TASK ITEM →
Whenever a line in the data below includes the string "Lucio", copy it out.

(Source records)
- - - - -

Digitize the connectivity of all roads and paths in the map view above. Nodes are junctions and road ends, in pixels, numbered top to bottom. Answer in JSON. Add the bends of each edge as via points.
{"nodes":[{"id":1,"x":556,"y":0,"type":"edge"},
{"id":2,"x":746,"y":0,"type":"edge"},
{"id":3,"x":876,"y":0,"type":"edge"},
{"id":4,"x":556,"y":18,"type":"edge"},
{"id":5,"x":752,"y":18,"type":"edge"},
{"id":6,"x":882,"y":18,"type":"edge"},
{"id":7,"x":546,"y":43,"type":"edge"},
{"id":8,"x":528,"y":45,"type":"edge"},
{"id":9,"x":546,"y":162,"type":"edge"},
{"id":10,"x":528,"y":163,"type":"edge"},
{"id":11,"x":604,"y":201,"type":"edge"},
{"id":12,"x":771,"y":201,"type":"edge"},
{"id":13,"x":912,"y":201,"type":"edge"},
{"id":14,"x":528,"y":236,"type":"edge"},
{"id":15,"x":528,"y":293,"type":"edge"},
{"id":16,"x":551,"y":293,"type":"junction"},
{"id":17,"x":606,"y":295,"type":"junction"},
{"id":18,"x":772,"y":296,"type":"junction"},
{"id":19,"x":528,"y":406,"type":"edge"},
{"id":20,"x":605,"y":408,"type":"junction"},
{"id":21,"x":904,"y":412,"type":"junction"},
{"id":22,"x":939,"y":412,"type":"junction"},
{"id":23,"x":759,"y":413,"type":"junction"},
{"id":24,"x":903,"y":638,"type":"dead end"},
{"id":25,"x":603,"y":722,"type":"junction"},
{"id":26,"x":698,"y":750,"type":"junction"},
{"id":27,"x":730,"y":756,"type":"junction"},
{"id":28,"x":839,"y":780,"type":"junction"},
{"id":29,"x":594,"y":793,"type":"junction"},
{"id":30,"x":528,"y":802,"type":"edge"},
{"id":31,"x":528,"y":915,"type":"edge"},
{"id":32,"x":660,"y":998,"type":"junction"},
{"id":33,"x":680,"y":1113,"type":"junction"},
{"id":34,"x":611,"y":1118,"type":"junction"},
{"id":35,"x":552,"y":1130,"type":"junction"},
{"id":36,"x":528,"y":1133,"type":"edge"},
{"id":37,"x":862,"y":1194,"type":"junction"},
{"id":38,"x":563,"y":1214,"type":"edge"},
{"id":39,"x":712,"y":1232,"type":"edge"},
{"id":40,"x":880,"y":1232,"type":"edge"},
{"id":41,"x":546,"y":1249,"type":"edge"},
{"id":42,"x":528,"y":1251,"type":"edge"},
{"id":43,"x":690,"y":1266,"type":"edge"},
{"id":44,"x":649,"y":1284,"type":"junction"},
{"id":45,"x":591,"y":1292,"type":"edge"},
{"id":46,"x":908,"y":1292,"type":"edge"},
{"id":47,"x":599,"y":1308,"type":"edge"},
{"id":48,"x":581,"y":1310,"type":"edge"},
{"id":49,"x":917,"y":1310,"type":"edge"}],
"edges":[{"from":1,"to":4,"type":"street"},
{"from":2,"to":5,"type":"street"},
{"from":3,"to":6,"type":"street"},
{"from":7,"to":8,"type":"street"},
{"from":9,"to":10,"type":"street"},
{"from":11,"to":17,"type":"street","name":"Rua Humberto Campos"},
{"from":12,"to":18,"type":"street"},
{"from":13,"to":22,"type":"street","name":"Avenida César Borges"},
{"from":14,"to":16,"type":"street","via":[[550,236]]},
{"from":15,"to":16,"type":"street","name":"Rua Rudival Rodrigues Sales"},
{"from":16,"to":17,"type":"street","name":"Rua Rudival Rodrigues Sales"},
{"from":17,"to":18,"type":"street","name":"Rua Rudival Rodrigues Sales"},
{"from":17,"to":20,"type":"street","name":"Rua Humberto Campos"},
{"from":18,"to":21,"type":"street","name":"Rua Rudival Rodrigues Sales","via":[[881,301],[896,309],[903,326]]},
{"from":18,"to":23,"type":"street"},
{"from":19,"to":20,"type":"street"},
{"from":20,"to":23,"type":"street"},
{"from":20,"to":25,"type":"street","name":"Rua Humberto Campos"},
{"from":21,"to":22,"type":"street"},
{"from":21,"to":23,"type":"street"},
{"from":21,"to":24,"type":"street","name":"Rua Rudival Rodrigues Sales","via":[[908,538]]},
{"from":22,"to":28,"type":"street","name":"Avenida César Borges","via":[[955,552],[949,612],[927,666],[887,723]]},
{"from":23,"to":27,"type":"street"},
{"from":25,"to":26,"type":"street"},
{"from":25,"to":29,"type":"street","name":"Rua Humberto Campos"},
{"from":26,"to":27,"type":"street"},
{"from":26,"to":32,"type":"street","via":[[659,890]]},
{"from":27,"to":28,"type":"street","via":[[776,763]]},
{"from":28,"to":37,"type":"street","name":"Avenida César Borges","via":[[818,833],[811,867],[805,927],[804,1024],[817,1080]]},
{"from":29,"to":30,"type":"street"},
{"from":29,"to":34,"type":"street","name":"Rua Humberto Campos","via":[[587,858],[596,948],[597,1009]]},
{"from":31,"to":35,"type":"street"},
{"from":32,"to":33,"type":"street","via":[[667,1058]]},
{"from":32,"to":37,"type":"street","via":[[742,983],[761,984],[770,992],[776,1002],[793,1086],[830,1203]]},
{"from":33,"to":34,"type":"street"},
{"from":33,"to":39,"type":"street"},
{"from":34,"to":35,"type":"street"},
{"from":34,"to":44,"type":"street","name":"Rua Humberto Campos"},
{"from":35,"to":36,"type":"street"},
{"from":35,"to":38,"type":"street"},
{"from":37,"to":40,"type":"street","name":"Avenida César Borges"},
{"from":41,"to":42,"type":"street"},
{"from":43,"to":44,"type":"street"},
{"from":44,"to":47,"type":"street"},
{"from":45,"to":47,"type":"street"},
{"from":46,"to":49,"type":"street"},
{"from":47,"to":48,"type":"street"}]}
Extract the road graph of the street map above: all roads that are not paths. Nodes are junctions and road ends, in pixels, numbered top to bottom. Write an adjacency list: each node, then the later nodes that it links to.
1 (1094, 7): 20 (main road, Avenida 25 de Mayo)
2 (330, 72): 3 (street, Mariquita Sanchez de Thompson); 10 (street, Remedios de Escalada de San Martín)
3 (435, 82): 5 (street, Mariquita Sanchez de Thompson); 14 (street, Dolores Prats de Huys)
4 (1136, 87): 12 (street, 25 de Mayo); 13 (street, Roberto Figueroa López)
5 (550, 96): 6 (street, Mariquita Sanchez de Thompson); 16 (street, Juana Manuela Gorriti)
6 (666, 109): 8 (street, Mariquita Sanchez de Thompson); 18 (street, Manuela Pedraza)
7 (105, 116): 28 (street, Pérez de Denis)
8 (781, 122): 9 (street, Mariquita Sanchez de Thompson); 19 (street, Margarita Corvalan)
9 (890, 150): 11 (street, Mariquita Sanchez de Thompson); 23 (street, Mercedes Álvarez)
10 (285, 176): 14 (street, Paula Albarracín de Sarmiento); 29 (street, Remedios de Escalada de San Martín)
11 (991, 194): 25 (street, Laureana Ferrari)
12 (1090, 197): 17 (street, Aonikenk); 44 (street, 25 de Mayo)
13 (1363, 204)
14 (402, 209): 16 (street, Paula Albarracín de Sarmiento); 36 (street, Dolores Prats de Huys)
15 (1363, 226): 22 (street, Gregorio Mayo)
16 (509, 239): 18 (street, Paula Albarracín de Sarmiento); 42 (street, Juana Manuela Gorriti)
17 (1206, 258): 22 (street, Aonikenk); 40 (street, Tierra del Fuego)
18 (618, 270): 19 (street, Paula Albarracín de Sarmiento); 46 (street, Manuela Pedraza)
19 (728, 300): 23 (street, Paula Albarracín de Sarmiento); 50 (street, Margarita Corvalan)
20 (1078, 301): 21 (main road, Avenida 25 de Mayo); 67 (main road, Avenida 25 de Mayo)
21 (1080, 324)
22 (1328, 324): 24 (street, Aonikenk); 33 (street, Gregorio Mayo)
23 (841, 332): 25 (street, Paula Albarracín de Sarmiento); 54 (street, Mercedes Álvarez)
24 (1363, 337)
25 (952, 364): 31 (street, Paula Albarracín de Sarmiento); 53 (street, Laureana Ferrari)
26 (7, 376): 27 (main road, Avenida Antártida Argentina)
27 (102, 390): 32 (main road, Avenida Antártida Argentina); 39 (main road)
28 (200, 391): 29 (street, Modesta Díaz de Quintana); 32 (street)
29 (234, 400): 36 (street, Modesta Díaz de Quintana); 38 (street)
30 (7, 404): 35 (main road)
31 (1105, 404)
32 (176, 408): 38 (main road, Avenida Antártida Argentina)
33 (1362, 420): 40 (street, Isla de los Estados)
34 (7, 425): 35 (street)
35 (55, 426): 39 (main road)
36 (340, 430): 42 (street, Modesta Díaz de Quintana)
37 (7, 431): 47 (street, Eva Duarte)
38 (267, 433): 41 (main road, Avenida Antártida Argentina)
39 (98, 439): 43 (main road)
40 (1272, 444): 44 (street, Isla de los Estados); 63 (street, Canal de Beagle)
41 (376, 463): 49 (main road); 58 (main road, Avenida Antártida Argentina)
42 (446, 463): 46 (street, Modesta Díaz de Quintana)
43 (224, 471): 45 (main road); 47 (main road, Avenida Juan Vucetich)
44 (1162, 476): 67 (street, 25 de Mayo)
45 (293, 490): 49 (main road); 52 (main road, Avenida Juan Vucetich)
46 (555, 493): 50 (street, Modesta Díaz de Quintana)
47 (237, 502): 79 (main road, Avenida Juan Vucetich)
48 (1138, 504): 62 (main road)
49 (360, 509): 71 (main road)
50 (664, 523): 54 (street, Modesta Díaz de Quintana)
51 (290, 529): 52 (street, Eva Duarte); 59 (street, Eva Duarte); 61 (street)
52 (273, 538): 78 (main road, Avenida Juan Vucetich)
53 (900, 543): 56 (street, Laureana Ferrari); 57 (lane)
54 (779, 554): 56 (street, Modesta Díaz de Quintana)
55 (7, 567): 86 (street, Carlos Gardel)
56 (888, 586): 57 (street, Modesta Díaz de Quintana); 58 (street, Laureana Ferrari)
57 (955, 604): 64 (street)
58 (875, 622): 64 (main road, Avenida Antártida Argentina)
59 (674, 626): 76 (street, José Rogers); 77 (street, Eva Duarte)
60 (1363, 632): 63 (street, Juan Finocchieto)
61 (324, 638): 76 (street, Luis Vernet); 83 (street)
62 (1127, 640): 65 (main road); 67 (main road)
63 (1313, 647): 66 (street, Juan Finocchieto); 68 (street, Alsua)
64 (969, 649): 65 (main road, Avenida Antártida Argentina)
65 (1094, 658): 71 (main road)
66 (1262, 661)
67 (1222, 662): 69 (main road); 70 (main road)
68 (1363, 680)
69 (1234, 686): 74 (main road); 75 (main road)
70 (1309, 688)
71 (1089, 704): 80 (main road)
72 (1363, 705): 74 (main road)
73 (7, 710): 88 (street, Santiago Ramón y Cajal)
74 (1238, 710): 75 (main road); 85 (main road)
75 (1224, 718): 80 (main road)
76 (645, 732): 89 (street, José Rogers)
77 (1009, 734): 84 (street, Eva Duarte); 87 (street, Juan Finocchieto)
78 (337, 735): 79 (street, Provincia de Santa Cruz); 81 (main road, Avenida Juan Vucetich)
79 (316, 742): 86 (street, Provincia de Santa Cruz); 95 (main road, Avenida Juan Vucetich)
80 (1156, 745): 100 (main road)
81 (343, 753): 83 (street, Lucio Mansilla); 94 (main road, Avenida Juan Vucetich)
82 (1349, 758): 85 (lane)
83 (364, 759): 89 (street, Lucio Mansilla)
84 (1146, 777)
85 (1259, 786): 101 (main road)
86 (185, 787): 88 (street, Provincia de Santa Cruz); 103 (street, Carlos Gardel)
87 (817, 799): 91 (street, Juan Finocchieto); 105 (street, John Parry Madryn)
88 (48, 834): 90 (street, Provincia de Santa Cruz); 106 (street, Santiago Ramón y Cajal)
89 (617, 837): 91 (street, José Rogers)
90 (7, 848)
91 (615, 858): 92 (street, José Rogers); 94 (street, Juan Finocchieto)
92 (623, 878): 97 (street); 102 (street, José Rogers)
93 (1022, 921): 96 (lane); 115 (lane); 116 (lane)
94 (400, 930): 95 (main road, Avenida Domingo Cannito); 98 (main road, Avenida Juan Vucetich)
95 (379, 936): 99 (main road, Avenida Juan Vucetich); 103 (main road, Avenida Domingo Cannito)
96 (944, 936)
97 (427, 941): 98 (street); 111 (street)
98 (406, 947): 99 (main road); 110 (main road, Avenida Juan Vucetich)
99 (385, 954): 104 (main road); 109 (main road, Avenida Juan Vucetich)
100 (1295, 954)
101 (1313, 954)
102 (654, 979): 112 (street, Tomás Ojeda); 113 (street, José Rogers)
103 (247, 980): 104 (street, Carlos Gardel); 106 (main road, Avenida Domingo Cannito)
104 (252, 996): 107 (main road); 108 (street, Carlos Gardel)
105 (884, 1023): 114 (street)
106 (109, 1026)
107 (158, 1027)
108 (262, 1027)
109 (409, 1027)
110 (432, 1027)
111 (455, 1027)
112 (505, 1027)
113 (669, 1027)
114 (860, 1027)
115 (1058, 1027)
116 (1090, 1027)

- - - - -

SOLUTION →
81 (343, 753): 83 (street, Lucio Mansilla); 94 (main road, Avenida Juan Vucetich)
83 (364, 759): 89 (street, Lucio Mansilla)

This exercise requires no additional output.